▸ **Dataset records**:
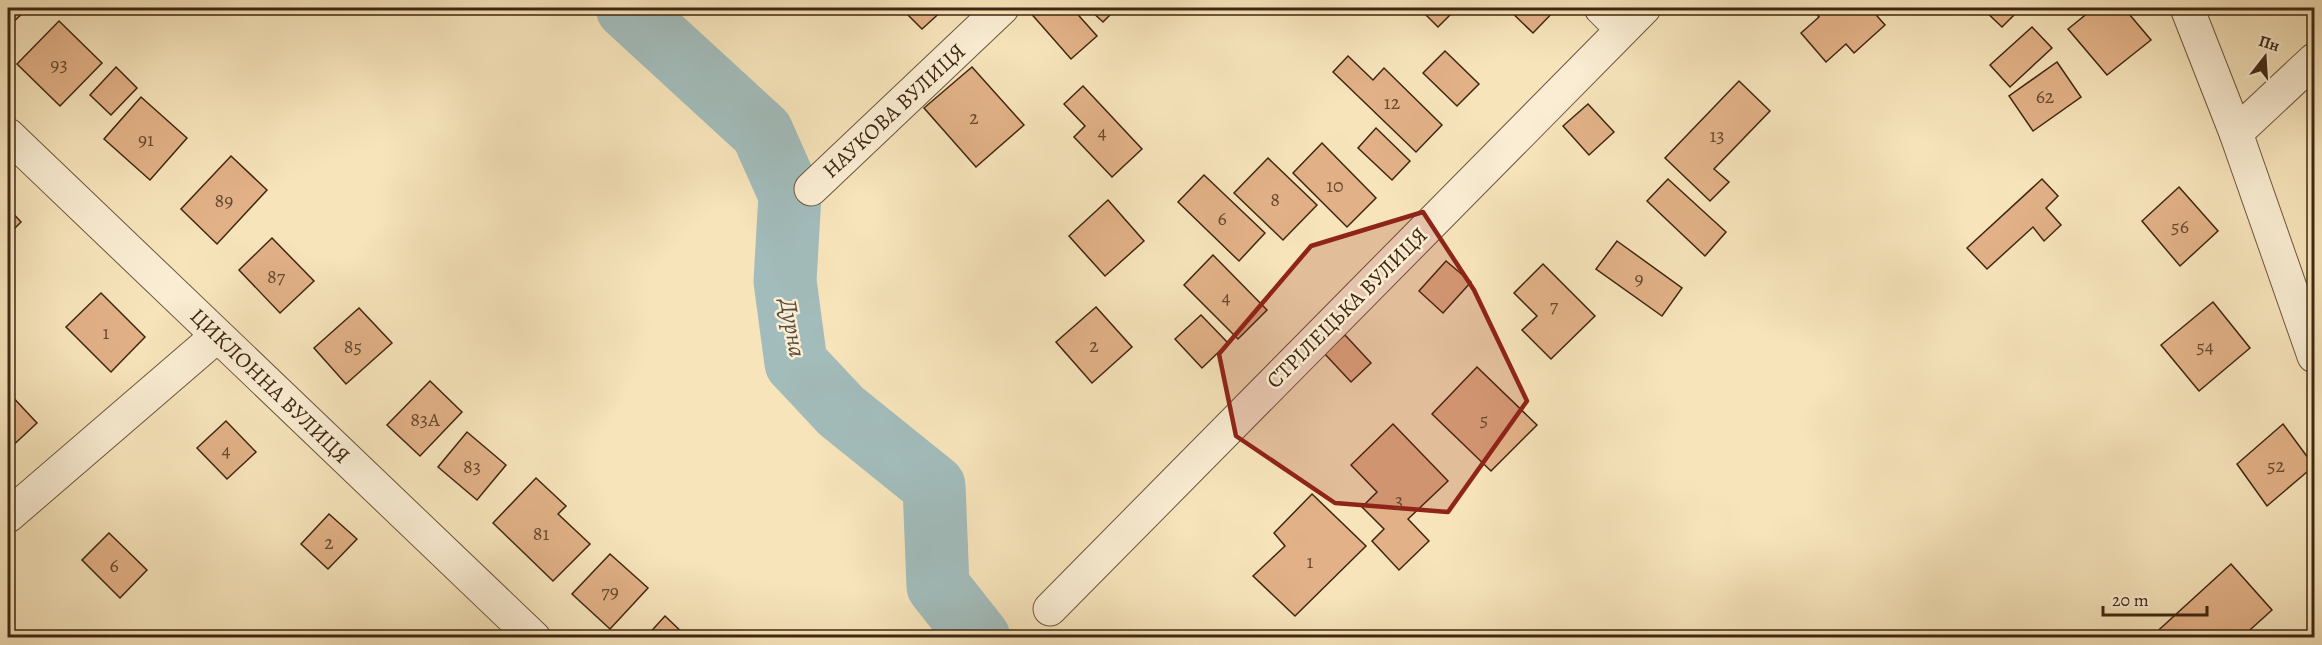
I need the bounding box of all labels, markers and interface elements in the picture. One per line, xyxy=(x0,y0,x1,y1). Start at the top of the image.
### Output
north arrow xyxy=(2235,27,2295,87)
text: Пн xyxy=(2256,30,2282,57)
street label: НАУКОВА ВУЛИЦЯ xyxy=(816,37,972,185)
house number: 93 xyxy=(50,51,68,78)
house number: 62 xyxy=(2036,83,2055,110)
house number: 12 xyxy=(1384,89,1401,116)
house number: 2 xyxy=(969,104,979,131)
house number: 4 xyxy=(1097,119,1107,146)
house number: 13 xyxy=(1709,122,1725,149)
house number: 91 xyxy=(138,126,154,153)
house number: 10 xyxy=(1326,172,1344,199)
house number: 8 xyxy=(1270,186,1280,213)
house number: 89 xyxy=(215,187,233,214)
house number: 6 xyxy=(1217,205,1227,232)
house number: 56 xyxy=(2171,213,2189,240)
street label: СТРІЛЕЦЬКА ВУЛИЦЯ xyxy=(1260,221,1434,395)
house number: 87 xyxy=(267,263,286,290)
house number: 9 xyxy=(1634,265,1644,292)
house number: 4 xyxy=(1221,284,1231,311)
house number: 7 xyxy=(1550,292,1559,319)
water label: Дурна xyxy=(772,294,814,360)
street label: ЦИКЛОННА ВУЛИЦЯ xyxy=(183,302,357,470)
house number: 1 xyxy=(103,319,110,346)
house number: 2 xyxy=(1089,332,1099,359)
house number: 85 xyxy=(344,333,362,360)
house number: 54 xyxy=(2196,333,2214,360)
house number: 83А xyxy=(410,406,440,433)
house number: 5 xyxy=(1480,406,1488,433)
house number: 4 xyxy=(221,437,231,464)
house number: 52 xyxy=(2267,452,2286,479)
house number: 83 xyxy=(463,453,481,480)
house number: 3 xyxy=(1395,487,1403,514)
house number: 81 xyxy=(533,520,549,547)
house number: 2 xyxy=(324,529,334,556)
house number: 1 xyxy=(1307,548,1314,575)
house number: 6 xyxy=(109,552,119,579)
house number: 79 xyxy=(601,578,619,605)
scale bar xyxy=(2103,579,2206,617)
text: 20 m xyxy=(2112,588,2149,612)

▸ **Assigned task**: Transcribe the records above exactly and drop every picture.

▸ **Answer below**:
I need the bounding box of all labels, markers and interface elements in the picture. One per line, xyxy=(x0,y0,x1,y1). Start at the top of the image.
### Output
north arrow xyxy=(2235,27,2295,87)
text: Пн xyxy=(2256,30,2282,57)
street label: НАУКОВА ВУЛИЦЯ xyxy=(816,37,972,185)
house number: 93 xyxy=(50,51,68,78)
house number: 62 xyxy=(2036,83,2055,110)
house number: 12 xyxy=(1384,89,1401,116)
house number: 2 xyxy=(969,104,979,131)
house number: 4 xyxy=(1097,119,1107,146)
house number: 13 xyxy=(1709,122,1725,149)
house number: 91 xyxy=(138,126,154,153)
house number: 10 xyxy=(1326,172,1344,199)
house number: 8 xyxy=(1270,186,1280,213)
house number: 89 xyxy=(215,187,233,214)
house number: 6 xyxy=(1217,205,1227,232)
house number: 56 xyxy=(2171,213,2189,240)
street label: СТРІЛЕЦЬКА ВУЛИЦЯ xyxy=(1260,221,1434,395)
house number: 87 xyxy=(267,263,286,290)
house number: 9 xyxy=(1634,265,1644,292)
house number: 4 xyxy=(1221,284,1231,311)
house number: 7 xyxy=(1550,292,1559,319)
water label: Дурна xyxy=(772,294,814,360)
street label: ЦИКЛОННА ВУЛИЦЯ xyxy=(183,302,357,470)
house number: 1 xyxy=(103,319,110,346)
house number: 2 xyxy=(1089,332,1099,359)
house number: 85 xyxy=(344,333,362,360)
house number: 54 xyxy=(2196,333,2214,360)
house number: 83А xyxy=(410,406,440,433)
house number: 5 xyxy=(1480,406,1488,433)
house number: 4 xyxy=(221,437,231,464)
house number: 52 xyxy=(2267,452,2286,479)
house number: 83 xyxy=(463,453,481,480)
house number: 3 xyxy=(1395,487,1403,514)
house number: 81 xyxy=(533,520,549,547)
house number: 2 xyxy=(324,529,334,556)
house number: 1 xyxy=(1307,548,1314,575)
house number: 6 xyxy=(109,552,119,579)
house number: 79 xyxy=(601,578,619,605)
scale bar xyxy=(2103,579,2206,617)
text: 20 m xyxy=(2112,588,2149,612)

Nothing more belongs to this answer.